Medical laboratories do their utmost to follow the IFU and QC regulations, to deliver highly reliable patient results. Occasionally, dependent on the applicable regulations, they might have to participate in a proficiency testing (PT) program to find out how the laboratory performs in comparison with its peers or, if available, against the reference method values of the PT QC material.

The Benefits of Choosing an Independent QC Material

The advantages of choosing an independent, rather than the manufacturer’s, QC material is best illustrated by real-world examples.

Scenario 1

A laboratory received a phone call from a clinician saying that its calcium test results have been too low for some days and do not meet the clinical picture. Initially, the laboratory examined its QC results for the last couple of days to determine whether any critical QC event had occurred. Next, the patient moving average was calculated over a period of time. It became clear that there had been a significant shift in patient results since the calcium method was last calibrated. Consequently, incorrect results had been released, an event that should never happen.

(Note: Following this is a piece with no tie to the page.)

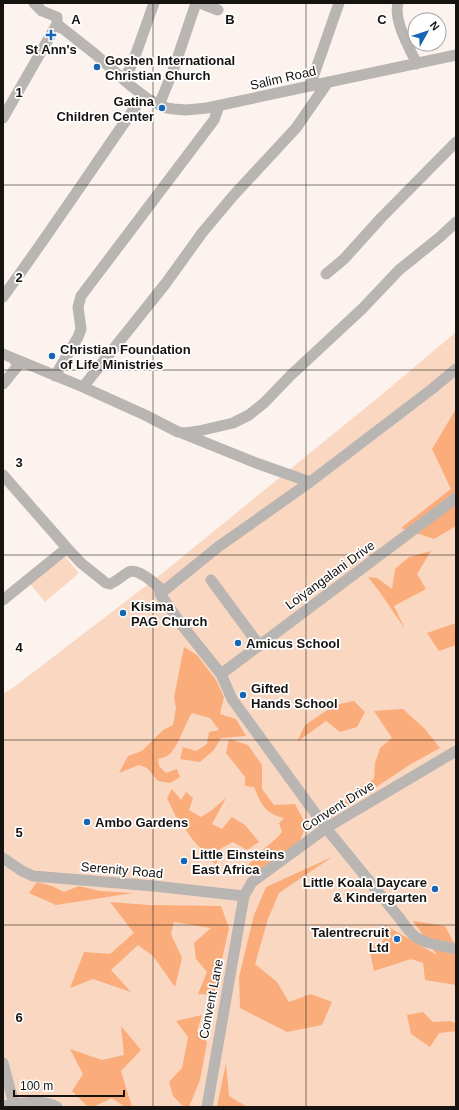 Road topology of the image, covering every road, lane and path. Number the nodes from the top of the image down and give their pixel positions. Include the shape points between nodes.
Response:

So, why was the issue not detected sooner when QC material was analyzed daily? Both the QC material and calibrator set were lyophilized, and the pipette used to add the solvent to dissolve them was not dispensing the correct volume. As the same error was transferred to both materials, it was not possible to detect the issue based solely on the QC material results. If the laboratory had used a liquid – rather than lyophilized – QC material the error would have been discovered immediately.

Scenario 2

The QC material is optimized for the particular reagent lot and calibrator currently in use. A new reagent lot is received, which the laboratory calibration checks for acceptable performance using its in-kit QC material. While changing to a new lot does not usually show any effect on the in-kit QC material, patient results may behave differently and therefore a lot-to-lot check is necessary. This phenomena has already been reported (1-7), and the Clinical and Laboratory Standards Institute (CLSI) provides a document (8) to guide laboratories through doing a calibration check in this situation.

Scenario 3

A diagnostic company announced an urgent field safety notice regarding a product recall (9), with immediate action required, because:

  • a performance shift in the assay had the potential to generate falsely elevated results on patient samples;
  • results generated with the affected lots might demonstrate a positive shift relative to those generated with previous combinations of reagent and/or calibrator lots;
  • the issue might also impact the established reference ranges;
  • the magnitude of shift averaged approximately 13 to 45 %;
  • the in-kit controls did not detect the shift.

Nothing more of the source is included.